Printed 24.01.2021 20:14 23-11-2012 Pierre Meignan
Les expulsions dans le quartier de Přednadraží à Ostrava, en Moravie du
Nord, et la détermination des habitants, à majorité rom, à rester dans
des habitations insalubres illustrent l’urgence de penser le
développement du logement social en République tchèque. Dans un pays ou
ce système semble peu ou mal agencé, l’Agence tchèque pour
l’intégration sociale organisait début octobre un séminaire avec
l’Office public de l’habitat (OPH) du département de la Meuse pour
connaître l’approche développée en France autour du logement social et
peut-être s’en inspirer.
« Je crois qu’ils sont curieux de voir comment est versée l’APL (Aide personnalisée au logement, ndlr). Comment l’Etat aide directement les locataires. Ce qui les a beaucoup intrigué hier, c’est la manière dont on laisse en place un locataire ou comment il se trouve expulsé. L’expulsion en France est vraiment devenue extrêmement marginale. Un locataire, on essaie toujours de le garder dans son logement. Et ça, ça a beaucoup interrogé nos partenaires tchèques. »
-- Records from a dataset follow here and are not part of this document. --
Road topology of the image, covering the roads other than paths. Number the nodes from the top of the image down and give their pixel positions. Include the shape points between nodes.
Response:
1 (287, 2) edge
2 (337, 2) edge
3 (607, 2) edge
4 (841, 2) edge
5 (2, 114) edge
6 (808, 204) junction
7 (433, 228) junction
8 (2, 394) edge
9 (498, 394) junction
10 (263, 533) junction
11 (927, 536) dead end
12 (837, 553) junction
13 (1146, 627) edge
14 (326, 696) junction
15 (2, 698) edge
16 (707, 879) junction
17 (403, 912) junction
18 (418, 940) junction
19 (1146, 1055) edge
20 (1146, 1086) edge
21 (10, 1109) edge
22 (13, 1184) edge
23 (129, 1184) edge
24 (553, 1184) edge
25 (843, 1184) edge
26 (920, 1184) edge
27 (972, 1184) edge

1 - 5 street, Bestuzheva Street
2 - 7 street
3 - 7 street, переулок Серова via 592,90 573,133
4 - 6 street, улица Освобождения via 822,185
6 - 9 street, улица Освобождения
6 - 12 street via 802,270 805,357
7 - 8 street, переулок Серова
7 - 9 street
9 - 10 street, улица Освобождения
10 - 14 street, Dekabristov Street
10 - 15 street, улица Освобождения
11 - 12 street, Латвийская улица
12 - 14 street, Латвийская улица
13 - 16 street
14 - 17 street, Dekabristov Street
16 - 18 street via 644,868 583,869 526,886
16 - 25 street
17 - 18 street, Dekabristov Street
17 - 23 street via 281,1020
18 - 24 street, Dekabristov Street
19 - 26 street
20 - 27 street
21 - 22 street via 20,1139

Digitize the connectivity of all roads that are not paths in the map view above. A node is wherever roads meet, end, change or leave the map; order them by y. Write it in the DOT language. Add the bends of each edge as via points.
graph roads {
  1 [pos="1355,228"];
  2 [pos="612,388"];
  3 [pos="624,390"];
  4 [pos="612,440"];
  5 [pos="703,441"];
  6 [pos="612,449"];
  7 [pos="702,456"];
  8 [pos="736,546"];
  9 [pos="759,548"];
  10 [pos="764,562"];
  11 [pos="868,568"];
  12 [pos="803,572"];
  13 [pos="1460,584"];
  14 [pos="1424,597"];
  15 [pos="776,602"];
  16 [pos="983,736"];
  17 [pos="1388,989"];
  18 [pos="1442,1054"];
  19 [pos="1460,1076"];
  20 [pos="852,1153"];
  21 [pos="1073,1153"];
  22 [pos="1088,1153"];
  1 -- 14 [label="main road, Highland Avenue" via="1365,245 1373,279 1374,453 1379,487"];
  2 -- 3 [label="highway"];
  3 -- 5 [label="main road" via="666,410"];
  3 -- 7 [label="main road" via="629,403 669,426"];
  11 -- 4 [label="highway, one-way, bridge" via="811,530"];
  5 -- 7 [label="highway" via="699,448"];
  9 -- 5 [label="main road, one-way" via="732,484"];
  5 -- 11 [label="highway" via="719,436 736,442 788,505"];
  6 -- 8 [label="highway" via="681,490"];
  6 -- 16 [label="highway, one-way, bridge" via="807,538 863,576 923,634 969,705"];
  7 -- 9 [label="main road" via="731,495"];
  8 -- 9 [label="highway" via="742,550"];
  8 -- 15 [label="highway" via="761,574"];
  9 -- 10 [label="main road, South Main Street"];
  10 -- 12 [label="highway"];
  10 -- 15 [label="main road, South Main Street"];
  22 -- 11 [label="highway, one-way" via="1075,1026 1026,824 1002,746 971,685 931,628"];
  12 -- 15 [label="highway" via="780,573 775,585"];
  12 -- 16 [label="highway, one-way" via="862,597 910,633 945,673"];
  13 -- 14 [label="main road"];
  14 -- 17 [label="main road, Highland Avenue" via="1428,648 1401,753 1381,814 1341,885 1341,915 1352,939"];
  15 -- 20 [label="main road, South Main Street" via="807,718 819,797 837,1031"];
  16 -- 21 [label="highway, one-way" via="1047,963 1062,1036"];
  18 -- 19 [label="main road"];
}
Sylvie Mermet-Grandfille remarque qu’en France, la question de la mixité sociale est primordiale et selon elle, celle-ci se passe généralement très bien sauf dans certains territoires ou la densité urbaine est très importante. Bien que les pratiques en France soient bien établies et s’inscrivent dans le cadre d’une législation fournie, elles ne peuvent être simplement transposées à la République tchèque selon Jan Snopek, l’analyste en charge du logement social au sein de l’Agence pour l’intégration, laquelle organisait la rencontre. Cette dernière peut cependant être riche d’enseignements :
L’OPH de la Meuse a ainsi été créé en 1919 et le logement social s’est donc développé en France tout au long du XXe siècle. Karel Kubišta est d’origine tchèque. Il est également directeur de la maîtrise d’ouvrage de l’OPH de la Meuse et revient sur ce contexte particulier propre à la République tchèque et plus généralement aux anciens pays communistes : « Ce qu’il faut savoir, c’est qu’avant 1989-1990, tous les logements étaient sociaux en quelque sorte puisque c’était des logements qui appartenaient de facto à l’Etat. Cependant il faut relativiser cette expression de ‘logement social’ parce que tous les locataires se sont appropriés leur logement, ils pouvaient en disposer. Ces logements pouvaient être transmis par héritage à d’autres membres de la famille et pouvaient même être cédés parfois contre une indemnité. Pour moi, c’était donc de faux logements sociaux. Après 1990, les choses changent parce qu’au lieu de promouvoir le logement social en République tchèque, l’Etat a privatisé des logements. Les immeubles ont été vendus à des bailleurs privés qui ont pu augmenter les loyers après l’abrogation de la loi sur la limitation des loyers. Les locataires ont été chassés. C’était forcément néfaste pour les personnes ne pouvant pas payer de leur loyer ; souvent les personnes âgées qui avaient des retraites très faibles. »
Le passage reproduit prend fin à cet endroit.